With NIH R25 funding in 2019, the RMSTP transitioned to a research education program model focused on supporting career development in the absence of K12 funding. The goals of the current RMSTP remain to (1) identify and recruit promising physician candidates for rehabilitation research careers; (2) optimally prepare these candidates to develop a competitive mentored career development funding application (e.g., NIH K award); and (3) support productivity during training and facilitate the transition to scientific independence.

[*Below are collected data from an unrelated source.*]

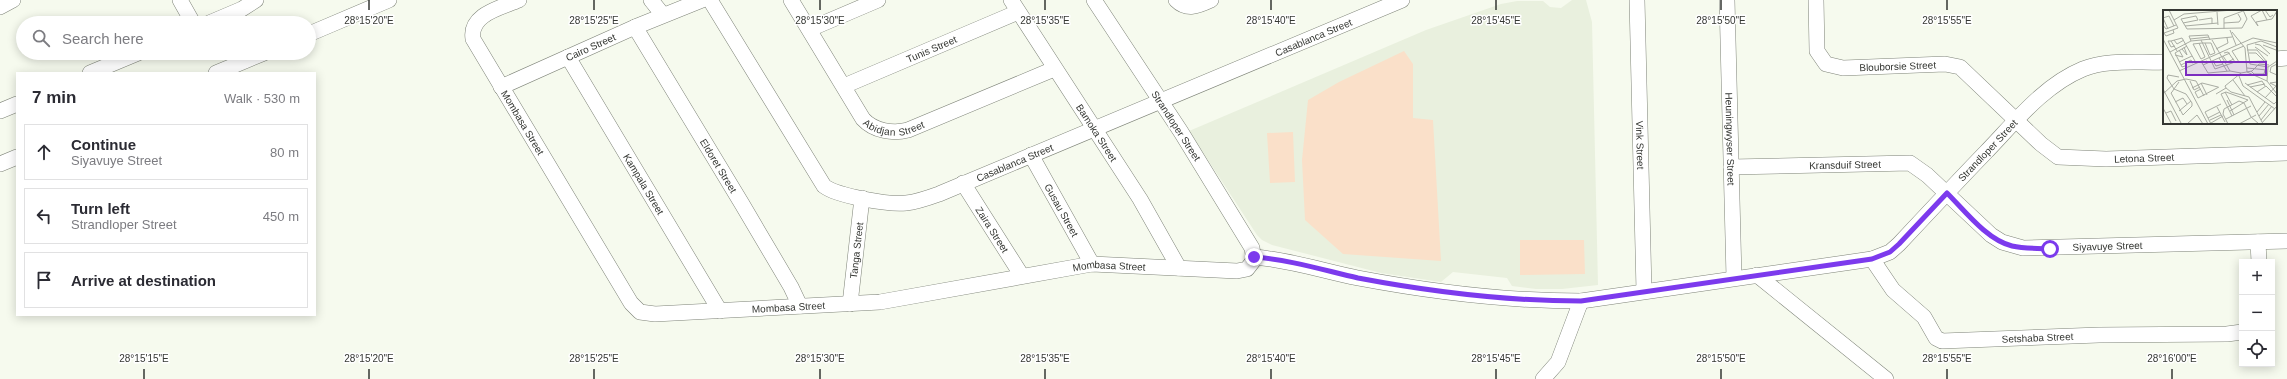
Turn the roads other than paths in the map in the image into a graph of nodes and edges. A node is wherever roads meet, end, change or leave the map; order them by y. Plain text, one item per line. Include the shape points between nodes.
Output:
1 (13, 0) edge
2 (180, 0) edge
3 (256, 0) edge
4 (389, 0) edge
5 (519, 0) edge
6 (651, 0) edge
7 (702, 0) edge
8 (710, 0) edge
9 (791, 0) edge
10 (878, 0) edge
11 (1094, 0) edge
12 (1176, 0) edge
13 (1211, 0) edge
14 (1402, 0) edge
15 (1637, 0) edge
16 (1727, 0) edge
17 (1816, 0) edge
18 (1014, 6) edge
19 (0, 7) edge
20 (663, 15) junction
21 (189, 16) edge
22 (227, 16) edge
23 (635, 27) junction
24 (810, 29) junction
25 (316, 31) edge
26 (568, 57) junction
27 (2287, 58) edge
28 (2277, 59) edge
29 (121, 60) edge
30 (247, 60) edge
31 (2163, 62) edge
32 (1054, 69) junction
33 (92, 72) edge
34 (218, 72) edge
35 (844, 86) junction
36 (501, 87) junction
37 (1160, 102) junction
38 (16, 104) edge
39 (0, 111) edge
40 (2017, 120) junction
41 (1094, 129) junction
42 (2287, 153) edge
43 (1030, 156) junction
44 (16, 157) edge
45 (0, 164) edge
46 (1731, 167) junction
47 (963, 183) junction
48 (1947, 193) junction
49 (862, 198) junction
50 (2287, 241) edge
51 (2258, 242) junction
52 (1254, 255) junction
53 (1872, 259) junction
54 (2259, 259) edge
55 (1092, 264) junction
56 (1179, 268) junction
57 (1757, 275) junction
58 (1022, 276) junction
59 (1734, 278) junction
60 (1644, 291) junction
61 (1581, 301) junction
62 (850, 304) junction
63 (800, 306) junction
64 (720, 311) junction
65 (2239, 332) edge
66 (1543, 379) edge
67 (1886, 379) edge

1 - 19 street
2 - 21 street
3 - 22 street via 242,10
4 - 25 street
5 - 36 street, Mombasa Street via 480,18 473,29 473,39 478,50
6 - 20 street
7 - 20 street, Cairo Street
8 - 49 street, Casablanca Street via 818,180 834,192
9 - 24 street, Abidjan Street
10 - 24 street
11 - 37 street, Strandloper Street
12 - 13 street via 1184,6 1193,7
14 - 37 street, Casablanca Street
15 - 60 street, Vink Street
16 - 46 street, Heuningwyser Street
17 - 40 street, Blouborsie Street via 1817,51 1826,64 1843,68 1945,64 1960,67
18 - 32 street, Bamoka Street
18 - 35 street, Tunis Street
20 - 23 street, Cairo Street
23 - 26 street, Cairo Street
23 - 63 street, Eldoret Street via 791,286
24 - 35 street, Abidjan Street
26 - 36 street, Cairo Street
26 - 64 street, Kampala Street
27 - 28 street
29 - 33 street
30 - 34 street
31 - 40 street, Strandloper Street via 2110,63 2084,68 2048,90
32 - 35 street, Abidjan Street via 899,132 870,126 863,119
32 - 41 street, Bamoka Street
36 - 64 street, Mombasa Street via 634,308 640,312 655,314
37 - 41 street, Casablanca Street
37 - 52 street, Strandloper Street via 1181,132
38 - 39 street
40 - 42 street, Letona Street via 2051,153 2062,158
40 - 48 street, Strandloper Street
41 - 43 street, Casablanca Street
41 - 56 street, Bamoka Street via 1140,199
43 - 47 street, Casablanca Street
43 - 55 street, Gusau Street
44 - 45 street
46 - 48 street, Kransduif Street via 1904,162 1918,167
46 - 59 street, Heuningwyser Street
47 - 49 street, Casablanca Street via 911,203
47 - 58 street, Zaira Street
48 - 51 street, Siyavuye Street via 1991,235 2002,242 2023,248
48 - 53 street, Strandloper Street via 1890,252
49 - 62 street, Tanga Street
50 - 51 street, Siyavuye Street
51 - 54 street
52 - 56 street, Mombasa Street via 1251,265 1243,270
52 - 61 street, Strandloper Street via 1358,278 1446,292 1535,301
53 - 57 street, Strandloper Street
53 - 65 street, Setshaba Street via 1893,290 1924,317 1936,338 1942,341
55 - 56 street, Mombasa Street
55 - 58 street, Mombasa Street
57 - 59 street, Strandloper Street
57 - 67 street
58 - 62 street, Mombasa Street via 880,302
59 - 60 street, Strandloper Street
60 - 61 street, Strandloper Street
61 - 66 street via 1558,362
62 - 63 street, Mombasa Street
63 - 64 street, Mombasa Street

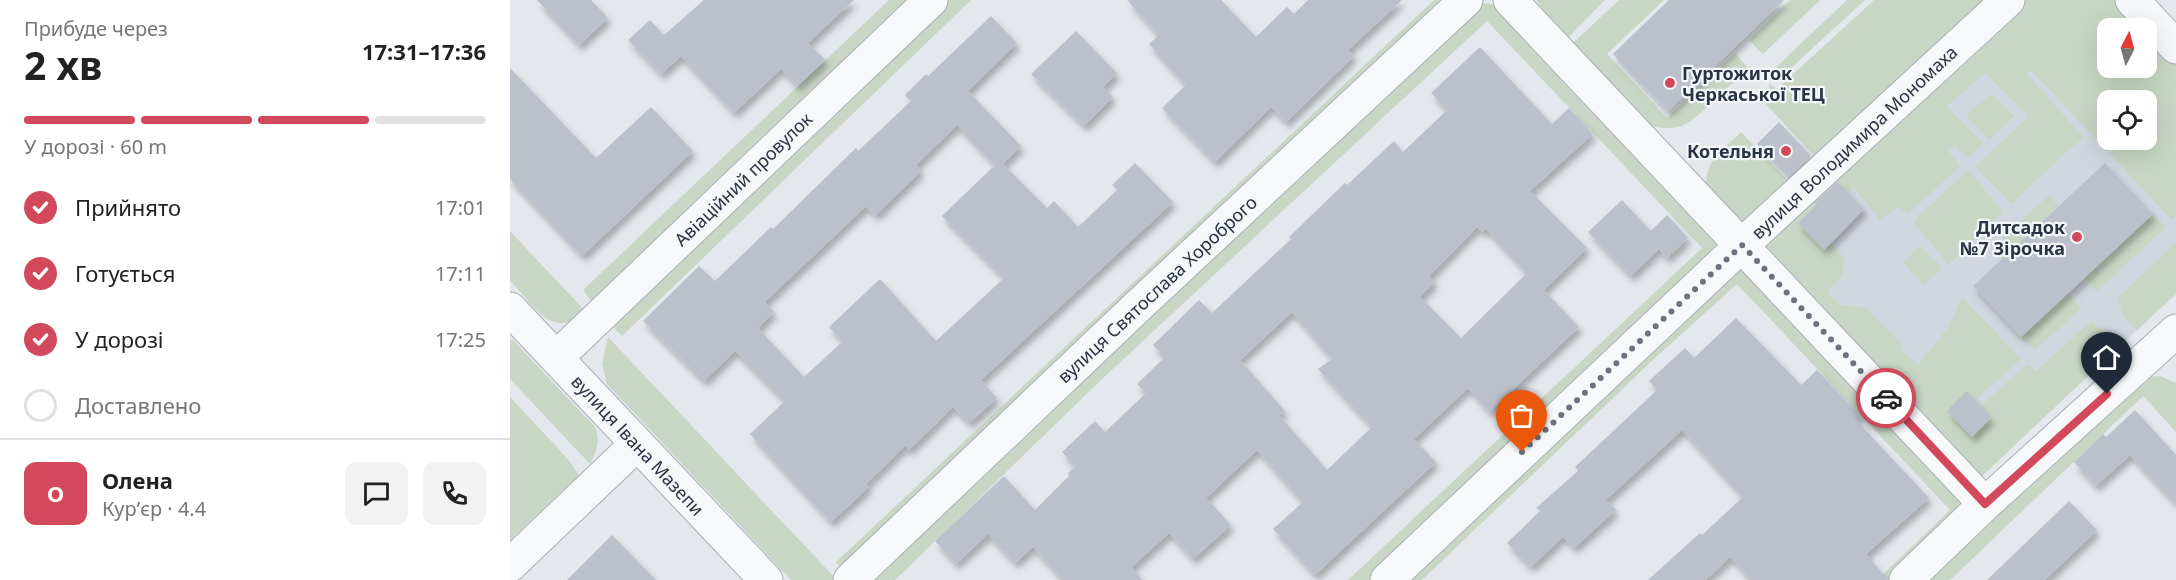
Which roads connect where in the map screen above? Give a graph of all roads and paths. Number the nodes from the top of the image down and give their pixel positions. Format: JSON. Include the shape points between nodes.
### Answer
{"nodes":[{"id":1,"x":931,"y":0,"type":"edge"},
{"id":2,"x":1466,"y":0,"type":"edge"},
{"id":3,"x":1510,"y":0,"type":"edge"},
{"id":4,"x":2008,"y":0,"type":"edge"},
{"id":5,"x":2132,"y":0,"type":"edge"},
{"id":6,"x":2176,"y":47,"type":"edge"},
{"id":7,"x":1742,"y":245,"type":"junction"},
{"id":8,"x":510,"y":309,"type":"edge"},
{"id":9,"x":2171,"y":348,"type":"edge"},
{"id":10,"x":556,"y":358,"type":"junction"},
{"id":11,"x":637,"y":444,"type":"junction"},
{"id":12,"x":1985,"y":504,"type":"junction"},
{"id":13,"x":510,"y":565,"type":"edge"},
{"id":14,"x":766,"y":580,"type":"edge"},
{"id":15,"x":850,"y":580,"type":"edge"},
{"id":16,"x":1387,"y":580,"type":"edge"},
{"id":17,"x":1906,"y":580,"type":"edge"}],
"edges":[{"from":1,"to":10,"type":"street","name":"Авіаційний провулок"},
{"from":2,"to":15,"type":"street","name":"вулиця Святослава Хороброго"},
{"from":3,"to":7,"type":"street"},
{"from":4,"to":7,"type":"street","name":"вулиця Володимира Мономаха"},
{"from":5,"to":6,"type":"street"},
{"from":7,"to":12,"type":"street"},
{"from":7,"to":16,"type":"street","name":"вулиця Володимира Мономаха"},
{"from":8,"to":10,"type":"street","name":"вулиця Івана Мазепи"},
{"from":9,"to":12,"type":"street"},
{"from":10,"to":11,"type":"street","name":"вулиця Івана Мазепи"},
{"from":11,"to":13,"type":"street"},
{"from":11,"to":14,"type":"street","name":"вулиця Івана Мазепи"},
{"from":12,"to":17,"type":"street"}]}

The educational program of the RMSTP is designed in the following phases:

  1. Pre-application – as before, during this phase we recruit promising residents and junior faculty interested in rehabilitation research and educate and guide them to identify a scientific domain, a training environment, and scientific mentorship team that will allow for the best possible training grant application. Since candidates must now compete for independent career development funding, we place a greater emphasis in this phase on building a competitive biosketch.

  2. Applicant – once the candidate’s track record is sufficiently competitive, an appropriate mentor and institution is found, and a strong set of aims is developed, candidates move to the Applicant phase. In this phase, they are invited to submit up to 3 grant applications to the RMSTP annually for “pre-review”. Those applications are sent to a Program Director, Advisory Board Member, and a recent graduate for structured peer review, in sufficient time to allow for revisions prior to submission to the funding agency.

  3. Funded fellow – once funded, in this phase fellows receive additional training and support through workshop attendance and quarterly calls to ensure high productivity during their mentored training and facilitate a successful transition to independence. The funded fellows can continue to receive pre-review of grants as described above.

  4. Graduate – those who have completed 3 years of mentored training remain part of the RMSTP community, mentoring pre-applicants and fellows, and continuing to cultivate their skills through ongoing interaction with RMSTP faculty, as needed.

Many successful elements of the K12RMSTP have been continued in the RMSTP. This includes the recruitment of physician interested in research early in residency, the RCD Workshop at the annual AAP meeting, the quarterly teleconferences that continue through funding, and the graduated approach to training with participants moving from pre-applicants to applicants to funded fellows. One important change is that the K12RMSTP was uniquely focused on physiatrists. However, the conceptual approach to training and the training infrastructure that we developed are equally relevant to members of other medical specialties working in rehabilitation and seeking to enhance their research skills. Thus, the RMSTP now offers training to physicians in other rehabilitation-relevant specialties. The R25 funding has also allowed us to expand our Advisory Board from primarily successful physiatric researchers to now include a majority of non-physiatric rehabilitation researchers. This expanded faculty help recruit physicians from other disciplines, strengthen the RCD Workshop, and expose participants to a broad range of scientific themes pursued by successful rehabilitation scientists. They also provide links to other important structures and organizations that support rehabilitation research. It should be noted that the format of the current RMSTP remains flexible and can be easily adapted to virtual delivery if necessary. The 2021 RCD workshop will be entirely virtual due to the COVID pandemic with a hybrid of pre-recorded didactic sessions, real-time small group discussions, and 1:1 discussions.

The K12RMSTP has been very successful, as judged by the volume and quality of applicants, support from the AAP and nominating departments, evaluative feedback from those in training, and productivity and academic successes of RMSTP graduates. Based on this experience, we aim to preserve these elements while supporting career development in rehabilitation research.

Acknowledgments

DISCLOSURES

The authors received support from The National Institutes of Health (5R25HD098048, Boninger PI). There are no other conflicts of interest.